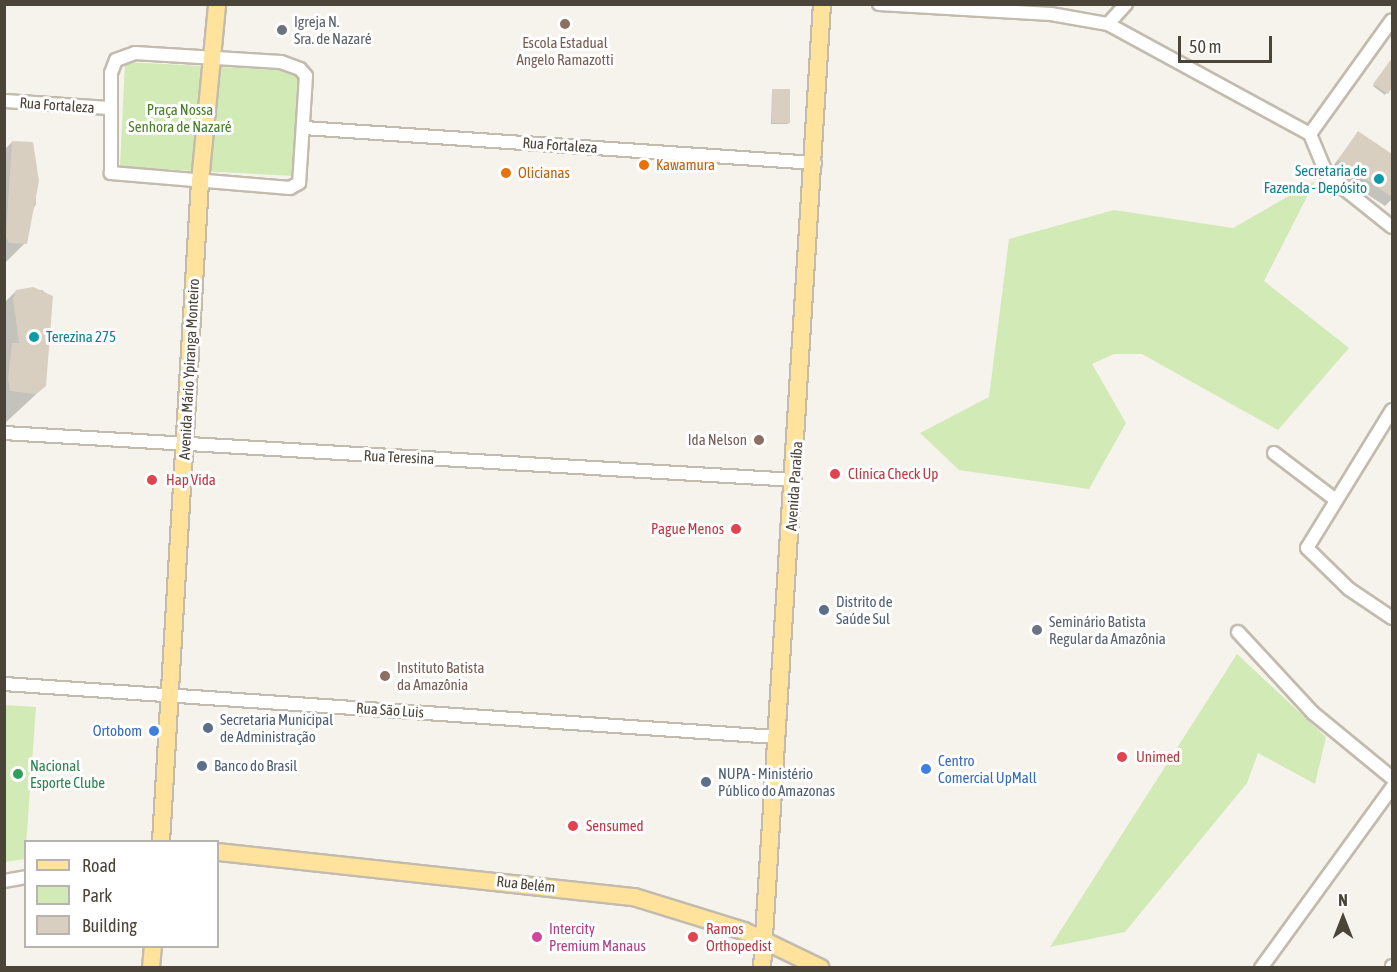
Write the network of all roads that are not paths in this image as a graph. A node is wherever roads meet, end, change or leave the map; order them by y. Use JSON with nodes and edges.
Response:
{"nodes":[{"id":1,"x":217,"y":4,"type":"edge"},
{"id":2,"x":822,"y":4,"type":"edge"},
{"id":3,"x":879,"y":4,"type":"edge"},
{"id":4,"x":1126,"y":4,"type":"edge"},
{"id":5,"x":1392,"y":20,"type":"edge"},
{"id":6,"x":1108,"y":24,"type":"junction"},
{"id":7,"x":213,"y":58,"type":"junction"},
{"id":8,"x":4,"y":101,"type":"edge"},
{"id":9,"x":110,"y":108,"type":"junction"},
{"id":10,"x":304,"y":128,"type":"junction"},
{"id":11,"x":1310,"y":134,"type":"junction"},
{"id":12,"x":815,"y":163,"type":"junction"},
{"id":13,"x":200,"y":182,"type":"junction"},
{"id":14,"x":1392,"y":227,"type":"edge"},
{"id":15,"x":1392,"y":410,"type":"edge"},
{"id":16,"x":4,"y":433,"type":"edge"},
{"id":17,"x":185,"y":444,"type":"junction"},
{"id":18,"x":1274,"y":453,"type":"dead end"},
{"id":19,"x":795,"y":480,"type":"junction"},
{"id":20,"x":1336,"y":500,"type":"junction"},
{"id":21,"x":1392,"y":618,"type":"edge"},
{"id":22,"x":1238,"y":632,"type":"dead end"},
{"id":23,"x":4,"y":684,"type":"edge"},
{"id":24,"x":172,"y":695,"type":"junction"},
{"id":25,"x":775,"y":737,"type":"junction"},
{"id":26,"x":1392,"y":778,"type":"edge"},
{"id":27,"x":1390,"y":794,"type":"edge"},
{"id":28,"x":160,"y":840,"type":"edge"},
{"id":29,"x":219,"y":852,"type":"edge"},
{"id":30,"x":24,"y":877,"type":"edge"},
{"id":31,"x":4,"y":881,"type":"edge"},
{"id":32,"x":761,"y":938,"type":"junction"},
{"id":33,"x":153,"y":948,"type":"edge"},
{"id":34,"x":151,"y":968,"type":"edge"},
{"id":35,"x":762,"y":968,"type":"edge"},
{"id":36,"x":821,"y":968,"type":"edge"},
{"id":37,"x":1261,"y":968,"type":"edge"}],
"edges":[{"from":1,"to":7,"type":"main road","name":"Avenida Mário Ypiranga Monteiro"},
{"from":2,"to":12,"type":"main road","name":"Avenida Paraíba"},
{"from":3,"to":6,"type":"street"},
{"from":4,"to":6,"type":"street"},
{"from":5,"to":11,"type":"street"},
{"from":6,"to":11,"type":"street"},
{"from":7,"to":9,"type":"street","name":"Rua Fortaleza"},
{"from":7,"to":10,"type":"street","name":"Rua Fortaleza"},
{"from":7,"to":13,"type":"main road","name":"Avenida Mário Ypiranga Monteiro"},
{"from":8,"to":9,"type":"street","name":"Rua Fortaleza"},
{"from":9,"to":13,"type":"street","name":"Rua Fortaleza"},
{"from":10,"to":12,"type":"street","name":"Rua Fortaleza"},
{"from":10,"to":13,"type":"street","name":"Rua Fortaleza"},
{"from":11,"to":14,"type":"street"},
{"from":12,"to":19,"type":"main road","name":"Avenida Paraíba"},
{"from":13,"to":17,"type":"main road","name":"Avenida Mário Ypiranga Monteiro"},
{"from":15,"to":20,"type":"street"},
{"from":16,"to":17,"type":"street","name":"Rua Teresina"},
{"from":17,"to":19,"type":"street","name":"Rua Teresina"},
{"from":17,"to":24,"type":"main road","name":"Avenida Mário Ypiranga Monteiro"},
{"from":18,"to":20,"type":"street"},
{"from":19,"to":25,"type":"main road","name":"Avenida Paraíba"},
{"from":20,"to":21,"type":"street"},
{"from":22,"to":26,"type":"street"},
{"from":23,"to":24,"type":"street","name":"Rua São Luis"},
{"from":24,"to":25,"type":"street","name":"Rua São Luis"},
{"from":24,"to":28,"type":"main road","name":"Avenida Mário Ypiranga Monteiro"},
{"from":25,"to":32,"type":"main road","name":"Avenida Paraíba"},
{"from":27,"to":37,"type":"street"},
{"from":29,"to":32,"type":"main road","name":"Rua Belém"},
{"from":30,"to":31,"type":"street"},
{"from":32,"to":35,"type":"main road","name":"Avenida Paraíba"},
{"from":32,"to":36,"type":"main road","name":"Rua Belém"},
{"from":33,"to":34,"type":"main road"}]}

┄┄┄┄┄┄┄┄┄┄┄┄┄┄┄┄┄┄┄┄

Activity> Where a line in the records above contains the string "Mário", copy that line.

Solution for this exercise>
"edges":[{"from":1,"to":7,"type":"main road","name":"Avenida Mário Ypiranga Monteiro"},
{"from":7,"to":13,"type":"main road","name":"Avenida Mário Ypiranga Monteiro"},
{"from":13,"to":17,"type":"main road","name":"Avenida Mário Ypiranga Monteiro"},
{"from":17,"to":24,"type":"main road","name":"Avenida Mário Ypiranga Monteiro"},
{"from":24,"to":28,"type":"main road","name":"Avenida Mário Ypiranga Monteiro"},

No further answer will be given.